*** Opening EXERCISE INPUT ***
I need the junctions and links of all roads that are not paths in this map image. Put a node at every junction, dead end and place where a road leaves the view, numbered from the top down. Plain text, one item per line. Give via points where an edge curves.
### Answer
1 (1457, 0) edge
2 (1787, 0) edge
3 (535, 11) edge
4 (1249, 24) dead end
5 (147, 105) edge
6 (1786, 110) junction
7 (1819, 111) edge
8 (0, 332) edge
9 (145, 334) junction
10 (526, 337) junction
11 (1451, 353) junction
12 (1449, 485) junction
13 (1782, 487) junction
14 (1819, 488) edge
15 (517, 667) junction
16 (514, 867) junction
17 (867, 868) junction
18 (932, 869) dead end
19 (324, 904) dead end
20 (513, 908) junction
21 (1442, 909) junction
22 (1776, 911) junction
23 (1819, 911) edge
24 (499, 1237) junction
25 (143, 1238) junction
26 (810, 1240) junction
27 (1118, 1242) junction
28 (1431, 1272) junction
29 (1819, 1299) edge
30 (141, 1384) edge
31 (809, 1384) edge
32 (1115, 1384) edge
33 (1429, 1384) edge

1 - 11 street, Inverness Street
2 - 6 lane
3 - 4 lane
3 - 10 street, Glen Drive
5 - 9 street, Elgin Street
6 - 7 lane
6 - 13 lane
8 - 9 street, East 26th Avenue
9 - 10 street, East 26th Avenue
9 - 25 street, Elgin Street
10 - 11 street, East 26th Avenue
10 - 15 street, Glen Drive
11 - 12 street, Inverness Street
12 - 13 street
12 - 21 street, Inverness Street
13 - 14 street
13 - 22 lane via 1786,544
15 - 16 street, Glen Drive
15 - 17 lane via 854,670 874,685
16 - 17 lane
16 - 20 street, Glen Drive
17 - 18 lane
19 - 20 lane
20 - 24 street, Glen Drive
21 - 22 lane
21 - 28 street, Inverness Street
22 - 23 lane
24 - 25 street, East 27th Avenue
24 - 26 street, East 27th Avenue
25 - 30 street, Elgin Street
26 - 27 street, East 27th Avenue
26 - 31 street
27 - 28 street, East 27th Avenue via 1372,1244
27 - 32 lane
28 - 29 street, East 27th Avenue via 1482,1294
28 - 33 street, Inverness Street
*** Closing EXERCISE INPUT ***
**ASSIGNED TASK**
In the data above, how many lines contain the string "dead"? Answer with the number only.

**COMPLETED TASK**
4